Intracellular concentration of H2O2 was determined by staining with the redox-sensitive dye 5-(and -6)-chloromethyl-2-,7-dichlorofluorescin diacetate (Molecular Probes, Invitrogen Corporation).13 Briefly, after treatment, cells were washed with PBS, loaded with 5 μmol/l of DCFH-DA (2′,7′-dichlorofluorescein diacetate) at 37 °C for 15 min and analyzed by flow cytometry using an excitation wavelength of 488 nm (Coulter EPICS Elite ESP, Beckman Coulter, Brea, CA, USA). Detection of intramitochondrial O2− was performed by loading cells with MitoSox red mitochondrial O2− indicator (Molecular Probes, Invitrogen Corporation) as described previously44 and analyzed by flow cytometry.

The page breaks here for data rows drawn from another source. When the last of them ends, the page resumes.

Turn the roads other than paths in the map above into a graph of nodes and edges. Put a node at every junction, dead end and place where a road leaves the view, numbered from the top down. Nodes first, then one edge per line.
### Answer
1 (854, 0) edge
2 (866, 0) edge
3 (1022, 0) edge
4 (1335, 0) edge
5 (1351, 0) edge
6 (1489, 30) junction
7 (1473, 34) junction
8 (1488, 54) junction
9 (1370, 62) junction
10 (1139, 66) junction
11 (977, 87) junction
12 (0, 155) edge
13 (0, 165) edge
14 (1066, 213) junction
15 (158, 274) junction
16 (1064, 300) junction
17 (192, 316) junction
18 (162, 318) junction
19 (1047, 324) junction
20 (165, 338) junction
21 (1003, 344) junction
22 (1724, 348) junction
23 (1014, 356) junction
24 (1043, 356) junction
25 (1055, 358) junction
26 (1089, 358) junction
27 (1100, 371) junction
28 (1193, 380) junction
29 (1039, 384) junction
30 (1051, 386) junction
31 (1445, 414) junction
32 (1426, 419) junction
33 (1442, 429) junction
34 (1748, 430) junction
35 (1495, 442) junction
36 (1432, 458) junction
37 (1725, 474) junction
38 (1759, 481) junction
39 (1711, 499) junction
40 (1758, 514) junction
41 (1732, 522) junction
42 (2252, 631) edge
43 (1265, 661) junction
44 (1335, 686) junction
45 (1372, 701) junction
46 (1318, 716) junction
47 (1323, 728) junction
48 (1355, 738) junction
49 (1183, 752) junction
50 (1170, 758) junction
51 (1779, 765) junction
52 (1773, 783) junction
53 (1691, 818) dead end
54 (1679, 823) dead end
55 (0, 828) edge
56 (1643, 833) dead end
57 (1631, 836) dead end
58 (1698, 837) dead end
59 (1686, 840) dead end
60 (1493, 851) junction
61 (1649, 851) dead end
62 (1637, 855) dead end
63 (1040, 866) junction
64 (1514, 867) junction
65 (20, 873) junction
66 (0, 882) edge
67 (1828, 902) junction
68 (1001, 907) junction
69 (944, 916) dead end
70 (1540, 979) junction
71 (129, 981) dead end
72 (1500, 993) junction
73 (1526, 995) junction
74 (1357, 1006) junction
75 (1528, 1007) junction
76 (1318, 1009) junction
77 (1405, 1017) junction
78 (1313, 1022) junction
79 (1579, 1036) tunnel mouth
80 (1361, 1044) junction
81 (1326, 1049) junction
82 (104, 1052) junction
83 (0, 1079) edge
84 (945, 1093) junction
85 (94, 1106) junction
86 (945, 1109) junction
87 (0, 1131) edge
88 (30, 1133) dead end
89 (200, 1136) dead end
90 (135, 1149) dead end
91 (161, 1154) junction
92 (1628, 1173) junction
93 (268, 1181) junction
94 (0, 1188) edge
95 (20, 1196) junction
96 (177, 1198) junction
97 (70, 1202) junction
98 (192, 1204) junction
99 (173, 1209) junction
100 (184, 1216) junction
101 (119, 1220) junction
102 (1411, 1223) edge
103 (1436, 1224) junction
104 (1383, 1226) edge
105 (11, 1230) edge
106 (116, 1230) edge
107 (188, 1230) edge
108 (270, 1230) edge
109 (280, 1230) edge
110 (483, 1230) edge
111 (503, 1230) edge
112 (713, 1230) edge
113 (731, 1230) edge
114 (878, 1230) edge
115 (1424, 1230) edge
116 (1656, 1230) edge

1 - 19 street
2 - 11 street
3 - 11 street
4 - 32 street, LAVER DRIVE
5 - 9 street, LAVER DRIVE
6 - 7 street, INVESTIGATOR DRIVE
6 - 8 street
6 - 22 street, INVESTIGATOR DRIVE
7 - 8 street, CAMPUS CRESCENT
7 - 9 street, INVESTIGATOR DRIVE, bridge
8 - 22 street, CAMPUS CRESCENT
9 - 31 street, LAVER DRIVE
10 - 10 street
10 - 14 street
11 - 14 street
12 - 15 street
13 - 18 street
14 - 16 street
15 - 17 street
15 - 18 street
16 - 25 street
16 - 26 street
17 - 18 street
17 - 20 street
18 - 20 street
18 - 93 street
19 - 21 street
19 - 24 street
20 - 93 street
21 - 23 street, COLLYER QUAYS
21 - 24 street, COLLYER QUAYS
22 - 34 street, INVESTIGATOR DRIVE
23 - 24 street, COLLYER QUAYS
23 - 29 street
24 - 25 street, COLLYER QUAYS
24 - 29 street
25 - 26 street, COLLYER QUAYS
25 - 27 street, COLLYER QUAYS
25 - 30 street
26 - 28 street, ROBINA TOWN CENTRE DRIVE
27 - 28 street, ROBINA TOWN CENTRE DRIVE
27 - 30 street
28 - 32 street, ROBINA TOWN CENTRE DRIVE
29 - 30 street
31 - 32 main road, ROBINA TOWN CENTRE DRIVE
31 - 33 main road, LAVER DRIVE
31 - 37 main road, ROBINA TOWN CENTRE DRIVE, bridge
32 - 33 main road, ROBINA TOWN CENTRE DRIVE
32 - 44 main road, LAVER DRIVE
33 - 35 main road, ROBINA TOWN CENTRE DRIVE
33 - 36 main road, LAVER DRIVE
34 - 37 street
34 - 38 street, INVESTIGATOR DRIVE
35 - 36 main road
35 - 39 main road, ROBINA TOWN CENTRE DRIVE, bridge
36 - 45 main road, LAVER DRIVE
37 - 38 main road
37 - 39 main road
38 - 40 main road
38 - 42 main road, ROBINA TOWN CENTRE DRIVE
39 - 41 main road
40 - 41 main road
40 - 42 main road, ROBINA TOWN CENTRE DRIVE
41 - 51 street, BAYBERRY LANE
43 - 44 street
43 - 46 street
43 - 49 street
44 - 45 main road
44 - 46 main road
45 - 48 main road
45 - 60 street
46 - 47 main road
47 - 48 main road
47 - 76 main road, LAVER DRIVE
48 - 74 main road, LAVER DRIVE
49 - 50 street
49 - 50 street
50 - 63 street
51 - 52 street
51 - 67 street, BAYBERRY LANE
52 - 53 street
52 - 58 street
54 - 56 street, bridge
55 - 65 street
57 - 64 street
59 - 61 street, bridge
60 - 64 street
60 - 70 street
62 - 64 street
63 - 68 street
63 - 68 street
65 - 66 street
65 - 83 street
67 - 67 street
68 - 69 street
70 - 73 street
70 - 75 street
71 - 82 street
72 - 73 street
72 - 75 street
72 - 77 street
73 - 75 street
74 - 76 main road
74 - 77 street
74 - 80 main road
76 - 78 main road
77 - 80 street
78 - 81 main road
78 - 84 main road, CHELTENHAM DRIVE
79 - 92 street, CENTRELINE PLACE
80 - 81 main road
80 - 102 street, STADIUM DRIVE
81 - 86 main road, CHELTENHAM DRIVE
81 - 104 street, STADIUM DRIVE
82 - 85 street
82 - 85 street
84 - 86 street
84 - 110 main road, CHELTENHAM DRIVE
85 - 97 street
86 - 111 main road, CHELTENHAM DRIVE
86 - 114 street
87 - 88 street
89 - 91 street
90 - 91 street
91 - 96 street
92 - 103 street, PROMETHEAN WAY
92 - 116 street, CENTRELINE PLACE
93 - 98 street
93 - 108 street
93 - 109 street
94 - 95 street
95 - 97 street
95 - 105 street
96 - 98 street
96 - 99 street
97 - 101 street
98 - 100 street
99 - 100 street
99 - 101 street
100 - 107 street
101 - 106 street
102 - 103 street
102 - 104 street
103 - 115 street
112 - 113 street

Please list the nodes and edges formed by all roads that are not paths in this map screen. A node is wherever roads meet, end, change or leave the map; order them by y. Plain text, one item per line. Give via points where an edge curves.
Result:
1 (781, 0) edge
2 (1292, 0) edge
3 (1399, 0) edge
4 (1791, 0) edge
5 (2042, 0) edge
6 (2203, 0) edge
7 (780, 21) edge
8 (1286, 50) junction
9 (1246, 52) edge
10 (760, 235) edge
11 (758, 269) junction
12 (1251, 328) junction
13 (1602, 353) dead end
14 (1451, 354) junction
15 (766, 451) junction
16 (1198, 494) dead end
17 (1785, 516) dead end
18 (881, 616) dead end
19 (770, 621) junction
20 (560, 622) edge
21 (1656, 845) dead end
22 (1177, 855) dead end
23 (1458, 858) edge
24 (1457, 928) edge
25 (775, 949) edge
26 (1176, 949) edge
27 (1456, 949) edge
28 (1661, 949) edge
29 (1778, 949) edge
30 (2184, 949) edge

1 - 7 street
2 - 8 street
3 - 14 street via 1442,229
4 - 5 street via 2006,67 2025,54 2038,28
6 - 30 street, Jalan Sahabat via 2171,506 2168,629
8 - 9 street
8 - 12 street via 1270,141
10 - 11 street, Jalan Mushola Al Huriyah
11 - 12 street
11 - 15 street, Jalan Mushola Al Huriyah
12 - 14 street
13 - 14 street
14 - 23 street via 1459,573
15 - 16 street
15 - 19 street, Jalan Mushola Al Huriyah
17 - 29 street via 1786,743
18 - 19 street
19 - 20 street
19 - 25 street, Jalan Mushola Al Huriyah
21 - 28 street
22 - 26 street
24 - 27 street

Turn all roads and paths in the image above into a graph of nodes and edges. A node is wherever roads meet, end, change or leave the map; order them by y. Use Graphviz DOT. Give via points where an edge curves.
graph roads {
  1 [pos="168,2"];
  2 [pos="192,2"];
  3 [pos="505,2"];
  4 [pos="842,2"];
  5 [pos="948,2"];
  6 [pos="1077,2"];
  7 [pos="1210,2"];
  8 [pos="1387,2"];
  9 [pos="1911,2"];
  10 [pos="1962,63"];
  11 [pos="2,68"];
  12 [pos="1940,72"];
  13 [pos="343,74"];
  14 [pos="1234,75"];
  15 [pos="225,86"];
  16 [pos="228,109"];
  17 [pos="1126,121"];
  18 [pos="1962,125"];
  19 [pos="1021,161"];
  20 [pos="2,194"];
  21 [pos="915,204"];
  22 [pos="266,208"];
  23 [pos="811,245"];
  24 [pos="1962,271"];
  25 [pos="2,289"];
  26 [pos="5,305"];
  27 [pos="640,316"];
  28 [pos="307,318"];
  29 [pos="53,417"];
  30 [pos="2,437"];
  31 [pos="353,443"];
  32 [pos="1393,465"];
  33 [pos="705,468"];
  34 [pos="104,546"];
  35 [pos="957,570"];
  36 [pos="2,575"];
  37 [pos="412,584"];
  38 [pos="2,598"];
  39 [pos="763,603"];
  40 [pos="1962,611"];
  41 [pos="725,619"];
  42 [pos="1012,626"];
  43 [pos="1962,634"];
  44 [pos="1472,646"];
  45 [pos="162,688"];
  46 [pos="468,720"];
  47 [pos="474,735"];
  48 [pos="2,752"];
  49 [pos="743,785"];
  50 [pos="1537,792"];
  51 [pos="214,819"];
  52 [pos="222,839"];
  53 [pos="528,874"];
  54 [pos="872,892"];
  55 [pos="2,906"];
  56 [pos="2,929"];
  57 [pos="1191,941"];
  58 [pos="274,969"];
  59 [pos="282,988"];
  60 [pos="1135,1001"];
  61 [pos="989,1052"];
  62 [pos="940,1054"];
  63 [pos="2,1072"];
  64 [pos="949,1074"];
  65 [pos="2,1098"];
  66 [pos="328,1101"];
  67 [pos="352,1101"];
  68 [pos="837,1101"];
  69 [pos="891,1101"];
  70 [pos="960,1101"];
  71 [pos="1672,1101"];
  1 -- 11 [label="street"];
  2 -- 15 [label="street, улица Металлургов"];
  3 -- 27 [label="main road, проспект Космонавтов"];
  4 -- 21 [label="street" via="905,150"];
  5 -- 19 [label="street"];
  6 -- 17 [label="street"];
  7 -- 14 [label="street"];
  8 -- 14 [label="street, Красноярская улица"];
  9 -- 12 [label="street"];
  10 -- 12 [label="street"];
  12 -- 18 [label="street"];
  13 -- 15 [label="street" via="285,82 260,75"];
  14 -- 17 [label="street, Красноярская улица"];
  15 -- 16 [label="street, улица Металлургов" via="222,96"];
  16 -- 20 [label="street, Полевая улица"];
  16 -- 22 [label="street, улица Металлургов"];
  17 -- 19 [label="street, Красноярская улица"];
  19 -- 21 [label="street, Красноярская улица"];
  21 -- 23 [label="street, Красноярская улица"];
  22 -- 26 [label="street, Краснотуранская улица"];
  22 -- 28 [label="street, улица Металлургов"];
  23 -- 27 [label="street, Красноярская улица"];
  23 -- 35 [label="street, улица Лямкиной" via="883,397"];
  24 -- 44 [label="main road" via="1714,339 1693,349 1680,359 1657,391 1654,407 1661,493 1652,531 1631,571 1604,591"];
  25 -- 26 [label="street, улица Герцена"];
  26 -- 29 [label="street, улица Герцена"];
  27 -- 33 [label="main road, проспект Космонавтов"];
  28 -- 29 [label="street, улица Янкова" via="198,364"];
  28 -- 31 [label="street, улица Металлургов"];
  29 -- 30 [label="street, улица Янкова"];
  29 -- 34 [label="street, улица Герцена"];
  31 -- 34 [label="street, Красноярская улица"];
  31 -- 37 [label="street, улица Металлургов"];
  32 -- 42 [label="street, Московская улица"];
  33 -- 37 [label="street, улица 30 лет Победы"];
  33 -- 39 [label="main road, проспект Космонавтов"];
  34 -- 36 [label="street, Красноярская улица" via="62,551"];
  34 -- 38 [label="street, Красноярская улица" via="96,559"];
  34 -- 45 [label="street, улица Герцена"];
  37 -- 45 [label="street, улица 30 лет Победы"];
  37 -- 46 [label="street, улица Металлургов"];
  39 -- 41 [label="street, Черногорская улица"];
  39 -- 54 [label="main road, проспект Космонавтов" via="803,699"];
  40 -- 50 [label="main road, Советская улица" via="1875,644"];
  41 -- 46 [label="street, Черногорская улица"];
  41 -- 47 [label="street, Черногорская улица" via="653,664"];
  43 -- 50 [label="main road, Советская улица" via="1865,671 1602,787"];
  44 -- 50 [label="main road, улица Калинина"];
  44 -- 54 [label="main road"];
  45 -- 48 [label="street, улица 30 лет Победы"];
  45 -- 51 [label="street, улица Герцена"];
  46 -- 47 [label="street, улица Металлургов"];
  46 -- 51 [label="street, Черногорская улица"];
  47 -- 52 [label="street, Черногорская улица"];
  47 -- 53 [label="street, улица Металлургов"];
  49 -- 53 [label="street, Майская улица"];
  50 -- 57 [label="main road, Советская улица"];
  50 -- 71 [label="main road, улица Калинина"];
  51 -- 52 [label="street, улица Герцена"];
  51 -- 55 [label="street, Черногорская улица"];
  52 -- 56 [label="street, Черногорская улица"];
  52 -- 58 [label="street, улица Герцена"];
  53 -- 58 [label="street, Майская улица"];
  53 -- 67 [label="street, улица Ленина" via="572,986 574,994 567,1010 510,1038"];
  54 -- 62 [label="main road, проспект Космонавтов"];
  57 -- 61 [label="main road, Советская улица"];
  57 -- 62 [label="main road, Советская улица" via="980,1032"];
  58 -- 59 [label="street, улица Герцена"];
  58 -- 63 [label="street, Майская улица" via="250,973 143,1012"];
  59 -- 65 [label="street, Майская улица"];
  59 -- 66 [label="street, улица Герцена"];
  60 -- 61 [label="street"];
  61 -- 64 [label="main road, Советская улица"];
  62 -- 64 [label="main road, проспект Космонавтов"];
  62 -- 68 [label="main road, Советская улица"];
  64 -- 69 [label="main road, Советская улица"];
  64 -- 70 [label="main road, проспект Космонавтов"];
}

Assessment of in vivo antitumor activity

Female Balb/c nude mice (5 weeks old) were purchased from Animal Resources Center, Australia. Animals were handled in accordance with the guide for the care and use of laboratory animals (National Research Council 1996). Tumors were implanted in mice (5 × 106 HCT116 cells), and 3 weeks later, the mice were assigned to one of the three groups; Os (500 μg), Os (1 mg) or DMSO (solvent control) two times a week during 3 weeks. Mice were killed after one more week of monitoring. Their tumors were removed and frozen in liquid nitrogen.

Statistical analysis

All experiments were performed at least three times and Student’s t-test was used for obtaining significance when comparing data sets. A P-value <0.05 was considered significant.